Airill menebaskan pedangnya
kembali. Lagi, Amperis menangkis dengan pangkal gadanya. Airill menyerang
dengan serangan beruntun;tebasan kiri, tebasan kanan, dua kali tebasan silang.
Namun sia-sia, Amperis dengan mudahnya menahan dengan tongkat besarnya atau
dengan pelindung besi di tangannya.
Tidak putus asa, Airill
menyerang. Kali ini dengan sedikit tambahan kekuatan hentakan dan lompatan.
Menyerang bagian kaki, pinggang, bahu, dan atas kepala. Tapi tidak ada satupun
serangan Airill yang berarti bagi Amperis, bahkan untuk membuat goresan kecil
pada pakaian perangnya pun Airill tidak mampu. Entah kekuatan apa yang dimiliki
Amperis sehingga baju perang yang biasa itu seakan terbuat dari logam yang
paling kuat dan ringan karena Amperis bisa bergerak dengan mudah.
Airill mundur, mengambil nafas
dan memasang kuda-kuda. Serangan beruntun kilat akan kembali dia gunakan,
memaksakan tubuh yang sudah letih teramat itu bertahan. Dalam satu kedipan
mata, dia melesat. Pergerakan Amperis menjadi sangat lambat di matanya, tubuh yang
sudah terbiasa bergerak dengan kecepatan seperti itu membuat semua inderanya
juga terbiasa untuk bekerja normal dengan kecepatan empat kali lipat dari
biasanya.
Dentingan pedang terdengar
berkali-kali, Amperis sedikit kewalahan dan sedikit goyang. Puluhan tebasan
berhasil Airill lancarkan dan tidak ada satupun yang meleset. Dan diserangan
terakhir, dia menambahkan satu tusukan dalam. Pergerakan terhenti, sesaat dia
melirik Amperis. Tidak sedikitpun ada tanda-tanda serangannya melukai pemiliki
gada berduri tersebut.
Amperis mengayunkan gadanya,
memaksa Airill mundur. Dia menunduk menghindar saat Amperis mengayunkan kembali
gadanya dan balas menusuk pada bagian ketiak Amperis, salah satu daerah yang
tidak bisa dilindungi oleh baju perang. Namun usahanya tidak membuahkan hasil,
pedangnya hanya mengenai jalinan cincin-cincin logam dari rompi rantai Amperis.

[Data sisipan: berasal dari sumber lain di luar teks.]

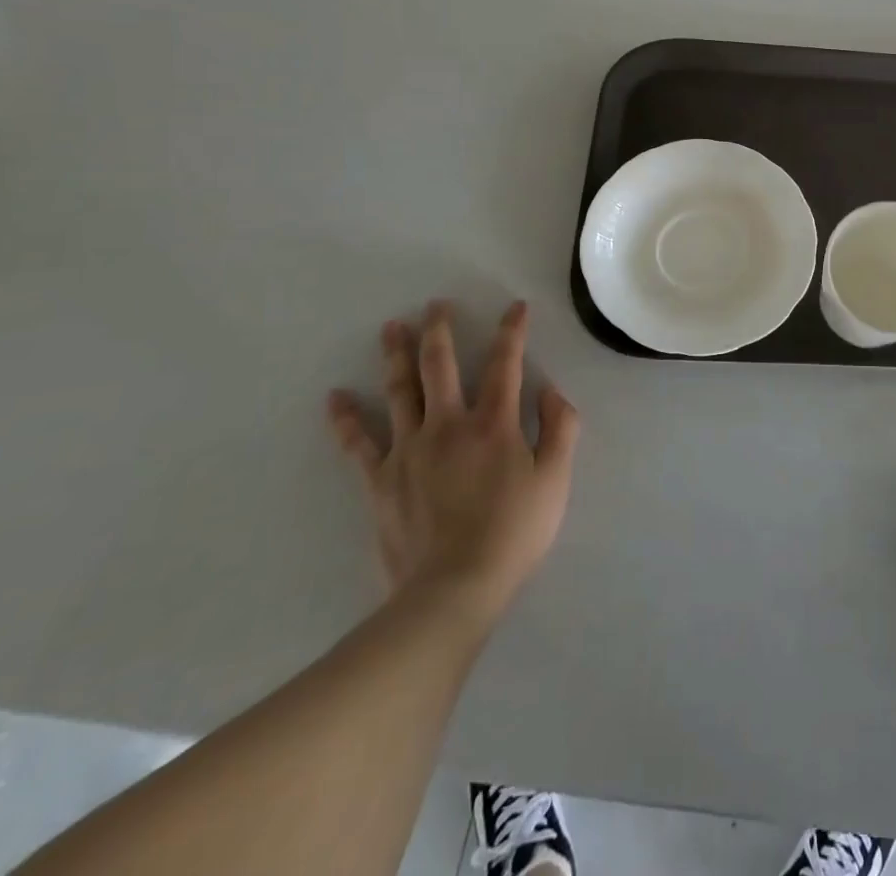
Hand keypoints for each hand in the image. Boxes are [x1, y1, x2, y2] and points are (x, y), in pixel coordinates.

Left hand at [327, 300, 578, 632]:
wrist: (454, 589)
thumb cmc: (514, 532)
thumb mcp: (556, 479)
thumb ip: (560, 428)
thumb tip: (550, 390)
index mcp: (494, 423)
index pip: (504, 364)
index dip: (512, 331)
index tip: (515, 307)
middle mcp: (448, 424)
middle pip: (440, 366)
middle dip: (440, 330)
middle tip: (435, 305)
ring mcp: (409, 450)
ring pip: (399, 391)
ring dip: (396, 355)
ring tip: (391, 327)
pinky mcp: (381, 480)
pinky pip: (359, 443)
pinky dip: (345, 420)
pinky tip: (335, 398)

Terlambat bagi Airill untuk
menyadari kalau Amperis memakai byrnie, pakaian rantai. Gada hitam Amperis
terayun kembali dengan kecepatan yang lebih dari sebelumnya, dia berusaha untuk
menahan dengan pedangnya tapi Amperis menjepit dengan kuat pedangnya sehingga
tongkat besar berduri itu dengan telak menghantam bagian sisi tubuhnya.
Terlempar dan terseret beberapa kaki, hampir saja ia terjatuh ke salah satu
lubang api kecil.
Airill meringis, memegang
lukanya. Darah mengalir, membasahi baju dan jaketnya yang tercabik. Ditatapnya
Amperis yang berdiri tegak penuh percaya diri menjatuhkan pedangnya dan
menendangnya ke dalam lubang besar yang sudah tertutup dengan kobaran api.
Terbelalak, Airill tidak berpikir
panjang berteriak dan mengejar pedang yang terjatuh ke dalam lubang. Amperis
mengernyitkan dahi, tidak percaya dengan apa yang dilihatnya. Seorang Airill
sang pembantai begitu mencintai pedangnya dan rela menjatuhkan diri ke dalam
lubang api yang bisa membinasakan dirinya.